I don’t mean to sound like a bitter old man here, but since when is it not a bad thing for musicians to not be able to sing or play their instruments? I’m all for the DIY spirit, and I still believe a technically average performer can create powerful, evocative music if there is passion and craft in the performance—that’s why we’re all still listening to Dylan, even though the guy has a horrible voice at surface level—but at the end of the day, there has to be a line somewhere.
Two minutes into the shiny electro-synth pop of “Honey”, without a doubt, the most satisfying track on this debut release from the husband-and-wife duo of Brad Rose and Eden Hemming-Rose that is Altar Eagle, something rather frightening happens with a tambourine. The part starts sweetly enough, dropped in innocently over the cheap, cute programmed beat that serves as the track’s framework, but it quickly becomes clear that whoever overdubbed the tambourine either did it while drunk or has never played one before. Succinctly, it has to be one of the most off-beat takes ever recorded.

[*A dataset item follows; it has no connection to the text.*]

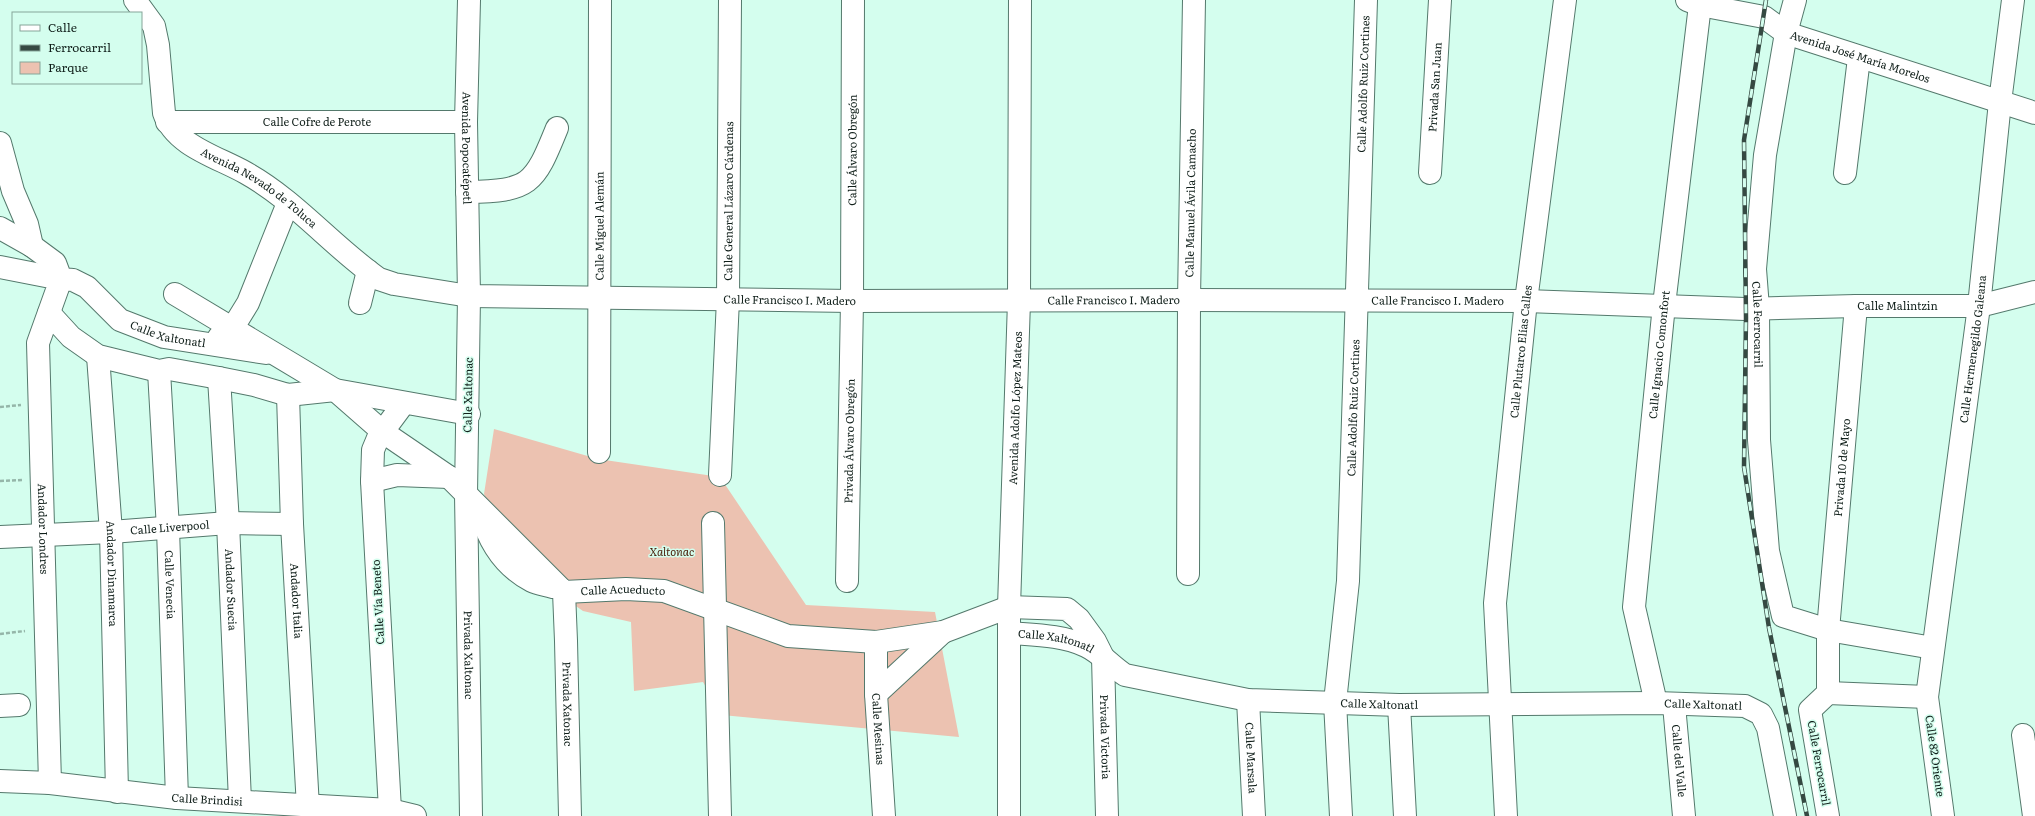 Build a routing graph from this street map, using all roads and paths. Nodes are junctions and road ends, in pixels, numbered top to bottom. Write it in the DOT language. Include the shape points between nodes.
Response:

Ladies and gentlemen, meet “The Line”.
Try dancing to it—I assure you it’s pretty impossible. In a hilarious turn, the rhythmically challenged player gives up toward the end of the song and just starts shaking the tambourine wildly for around 20 seconds. That actually works better.

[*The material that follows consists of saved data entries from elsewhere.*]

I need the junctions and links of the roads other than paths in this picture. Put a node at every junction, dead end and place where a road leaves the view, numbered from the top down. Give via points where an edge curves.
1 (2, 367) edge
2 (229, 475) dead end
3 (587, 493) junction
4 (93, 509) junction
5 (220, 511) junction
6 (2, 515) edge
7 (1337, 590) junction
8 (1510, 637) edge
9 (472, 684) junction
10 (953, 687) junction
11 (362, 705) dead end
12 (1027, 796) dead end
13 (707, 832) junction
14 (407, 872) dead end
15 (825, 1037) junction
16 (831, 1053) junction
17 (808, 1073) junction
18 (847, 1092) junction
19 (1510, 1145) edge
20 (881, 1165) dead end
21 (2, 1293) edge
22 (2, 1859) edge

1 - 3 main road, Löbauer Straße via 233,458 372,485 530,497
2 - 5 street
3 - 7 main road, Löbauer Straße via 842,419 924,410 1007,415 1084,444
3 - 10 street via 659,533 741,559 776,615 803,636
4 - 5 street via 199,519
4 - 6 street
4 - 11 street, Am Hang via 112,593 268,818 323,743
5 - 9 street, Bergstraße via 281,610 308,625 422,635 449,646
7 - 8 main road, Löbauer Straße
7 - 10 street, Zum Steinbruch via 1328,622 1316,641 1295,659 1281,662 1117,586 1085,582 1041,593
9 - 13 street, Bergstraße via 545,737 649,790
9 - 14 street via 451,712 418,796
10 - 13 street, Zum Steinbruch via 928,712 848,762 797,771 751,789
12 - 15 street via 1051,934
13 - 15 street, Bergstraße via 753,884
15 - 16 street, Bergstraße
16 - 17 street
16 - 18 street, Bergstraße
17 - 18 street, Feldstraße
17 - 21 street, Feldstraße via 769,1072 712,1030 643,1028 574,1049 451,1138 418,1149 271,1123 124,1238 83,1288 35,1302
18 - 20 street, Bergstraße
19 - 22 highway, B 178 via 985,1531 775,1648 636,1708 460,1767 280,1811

“You Lost Your Neon Haze” actually commences with a promisingly trippy synth pattern and a clicky, effects-drenched beat. It’s a hell of a soundscape, one that begs to be part of a meditative film score. But there’s no visual, of course—only mind-numbing musical repetition. The mumbled, barely audible “la la la” vocals are pretty much dead on arrival, too.
Patience is a virtue, my friends, and I suppose if you can sit through the entire seven minutes of “Neon Haze” without falling asleep, you deserve some sort of medal. With “B’nai B’rith Girls”, keep thinking in this same frame of mind, except take those low expectations and make them even less catchy. There’s an arpeggiated synth pattern and a muted, half-assed beat. And…that’s it. Luckily, tracks like “Neon Haze” and “B’nai B’rith Girls” are flukes in that most of Mechanical Gardens isn’t designed for ambient headphone lurking. Instead, the Roses usually strive for the same kind of glowing, electronic pop drama M83 has been delivering for years now (with the aid of skilled playing and proper recording techniques, I might add).
They never get there.
Throughout Mechanical Gardens, the tag-team, boy-girl vocals sound like poorly recorded wafts of helium, floating in a light reverb haze that rarely rises above a murmur. Instead of adding a mysterious lo-fi glow, it just comes across as poorly recorded, and ultimately ends up as frustrating. However, when the Roses bother to push their voices higher in the mix, you’ll be so turned off by the missed notes and boring execution, you’ll be begging for the former option.
The longer your visit to Mechanical Gardens, the lower your standards.